Start of DATA PROVIDED

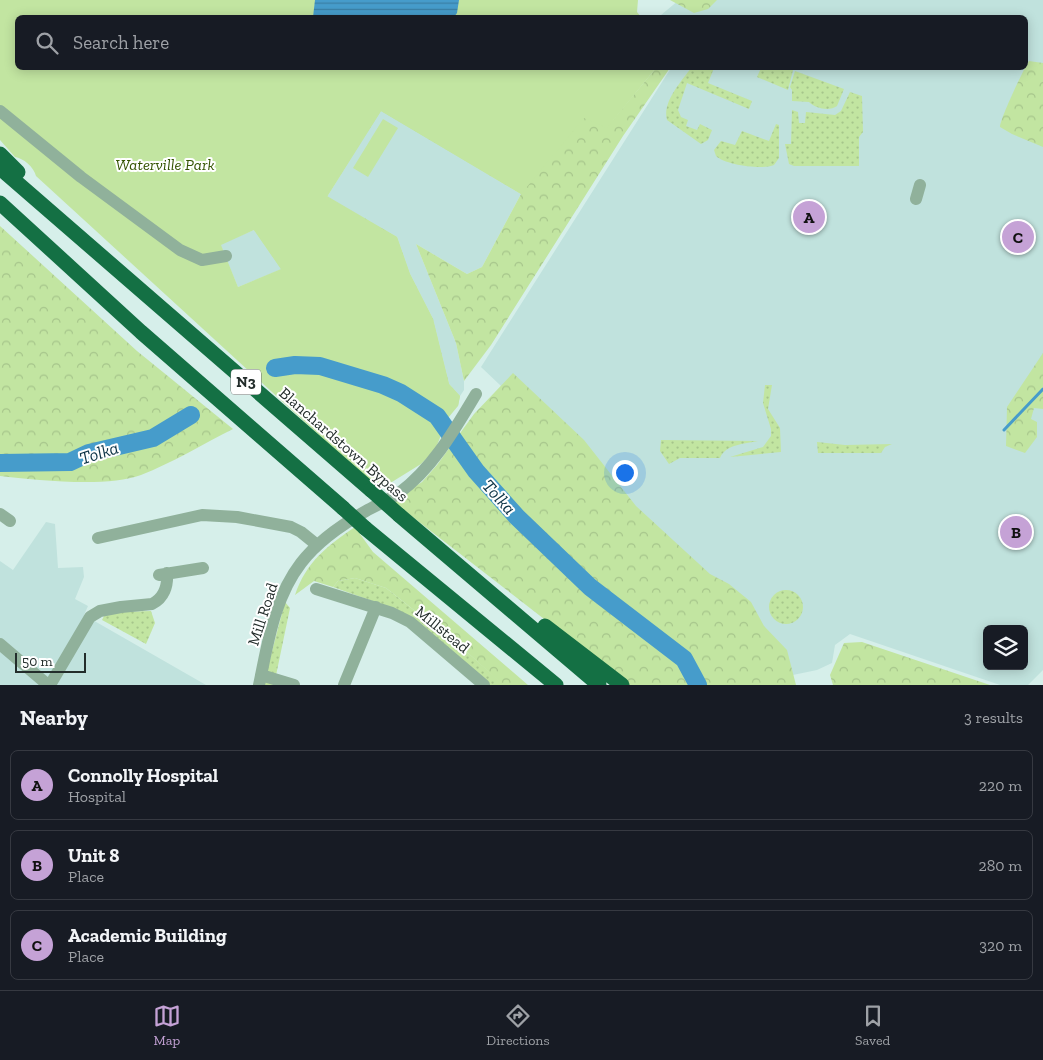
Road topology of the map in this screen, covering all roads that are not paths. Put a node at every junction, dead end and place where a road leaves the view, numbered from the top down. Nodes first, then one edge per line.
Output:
1 (0, 111) edge
2 (0, 154) edge
3 (0, 168) edge
4 (920, 185) dead end
5 (916, 198) dead end
6 (0, 203) edge
7 (0, 215) edge
8 (226, 256) dead end
9 (120, 274) junction
10 (141, 332) junction
11 (476, 394) dead end
12 (104, 537) dead end
13 (427, 539) junction
14 (317, 545) junction
15 (203, 568) dead end
16 (316, 589) dead end
17 (376, 607) junction
18 (0, 644) edge
19 (260, 680) edge
20 (49, 685) edge
21 (294, 685) edge
22 (344, 685) edge
23 (484, 685) edge
24 (556, 685) edge
25 (599, 685) edge
26 (622, 685) edge

1 - 8 street
2 - 9 highway
3 - 9 highway, Blanchardstown Bypass / N3
4 - 5 street
6 - 10 highway, N3
7 - 10 highway
9 - 13 highway, Blanchardstown Bypass / N3, bridge
10 - 24 highway, N3, bridge
11 - 14 street, Mill Road
12 - 14 street
13 - 25 highway, Blanchardstown Bypass / N3
13 - 26 highway, N3
14 - 19 street, Mill Road
15 - 20 street
16 - 17 street, Millstead
17 - 22 street
17 - 23 street, Millstead
18 - 20 street
19 - 21 street

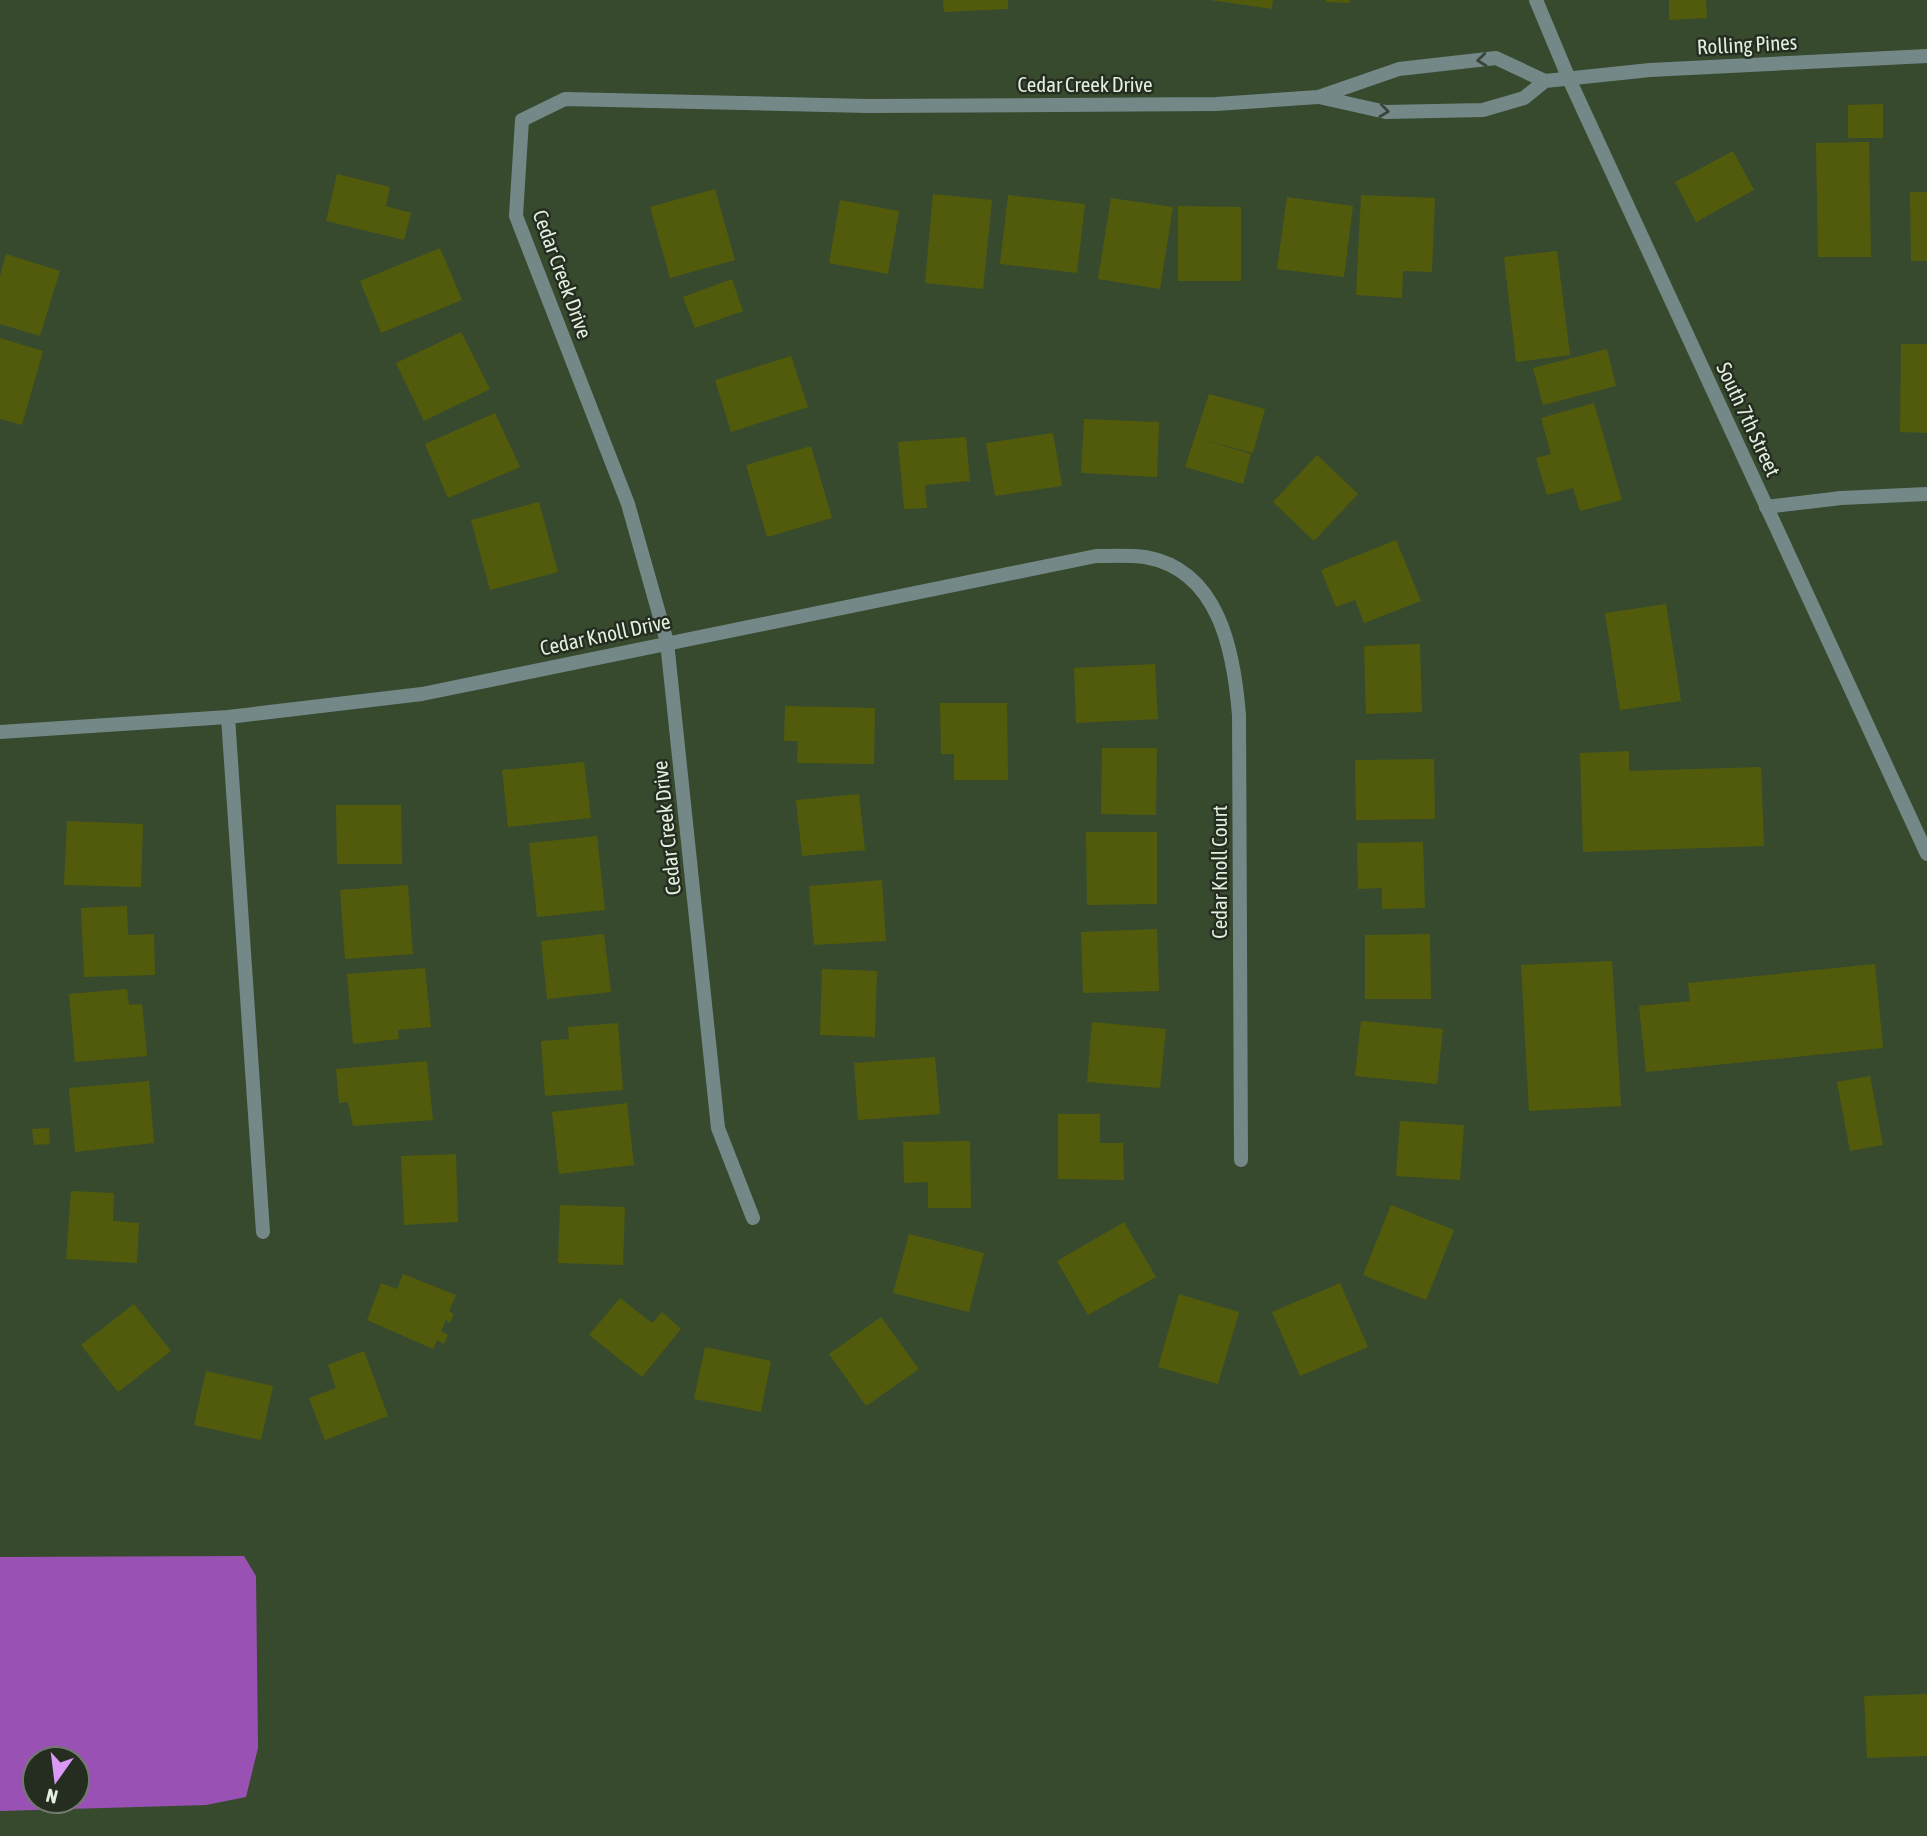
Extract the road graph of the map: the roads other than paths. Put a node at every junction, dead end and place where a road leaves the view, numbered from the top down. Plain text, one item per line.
1 (1536, 0) edge
2 (1927, 56) edge
3 (1569, 79) junction
4 (1545, 81) junction
5 (1318, 97) junction
6 (1927, 494) edge
7 (1766, 507) junction
8 (1203, 592) joint
9 (667, 642) junction
10 (228, 717) junction
11 (0, 733) edge
12 (1927, 854) edge
13 (1241, 1160) dead end
14 (753, 1218) dead end
15 (263, 1232) dead end

1 - 3 street, South 7th Street
2 - 3 street, Rolling Pines
3 - 4 street, Cedar Creek Drive
3 - 7 street, South 7th Street
5 -> 4 street, Cedar Creek Drive
4 -> 5 street, Cedar Creek Drive
5 - 9 street, Cedar Creek Drive
6 - 7 street
7 - 12 street, South 7th Street
8 - 9 street, Cedar Knoll Drive
8 - 13 street, Cedar Knoll Court
9 - 10 street, Cedar Knoll Drive
9 - 14 street, Cedar Creek Drive
10 - 11 street, Cedar Knoll Drive
10 - 15 street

End of DATA PROVIDED

Leave the images behind and write out every entry exactly.

Road topology of the map in this screen, covering all roads that are not paths. Put a node at every junction, dead end and place where a road leaves the view, numbered from the top down. Nodes first, then one edge per line.
Output:
1 (0, 111) edge
2 (0, 154) edge
3 (0, 168) edge
4 (920, 185) dead end
5 (916, 198) dead end
6 (0, 203) edge
7 (0, 215) edge
8 (226, 256) dead end
9 (120, 274) junction
10 (141, 332) junction
11 (476, 394) dead end
12 (104, 537) dead end
13 (427, 539) junction
14 (317, 545) junction
15 (203, 568) dead end
16 (316, 589) dead end
17 (376, 607) junction
18 (0, 644) edge
19 (260, 680) edge
20 (49, 685) edge
21 (294, 685) edge
22 (344, 685) edge
23 (484, 685) edge
24 (556, 685) edge
25 (599, 685) edge
26 (622, 685) edge

1 - 8 street
2 - 9 highway
3 - 9 highway, Blanchardstown Bypass / N3
4 - 5 street
6 - 10 highway, N3
7 - 10 highway
9 - 13 highway, Blanchardstown Bypass / N3, bridge
10 - 24 highway, N3, bridge
11 - 14 street, Mill Road
12 - 14 street
13 - 25 highway, Blanchardstown Bypass / N3
13 - 26 highway, N3
14 - 19 street, Mill Road
15 - 20 street
16 - 17 street, Millstead
17 - 22 street
17 - 23 street, Millstead
18 - 20 street
19 - 21 street

Extract the road graph of the map: the roads other than paths. Put a node at every junction, dead end and place where a road leaves the view, numbered from the top down. Plain text, one item per line.
1 (1536, 0) edge
2 (1927, 56) edge
3 (1569, 79) junction
4 (1545, 81) junction
5 (1318, 97) junction
6 (1927, 494) edge
7 (1766, 507) junction
8 (1203, 592) joint
9 (667, 642) junction
10 (228, 717) junction
11 (0, 733) edge
12 (1927, 854) edge
13 (1241, 1160) dead end
14 (753, 1218) dead end
15 (263, 1232) dead end

1 - 3 street, South 7th Street
2 - 3 street, Rolling Pines
3 - 4 street, Cedar Creek Drive
3 - 7 street, South 7th Street
5 -> 4 street, Cedar Creek Drive
4 -> 5 street, Cedar Creek Drive
5 - 9 street, Cedar Creek Drive
6 - 7 street
7 - 12 street, South 7th Street
8 - 9 street, Cedar Knoll Drive
8 - 13 street, Cedar Knoll Court
9 - 10 street, Cedar Knoll Drive
9 - 14 street, Cedar Creek Drive
10 - 11 street, Cedar Knoll Drive
10 - 15 street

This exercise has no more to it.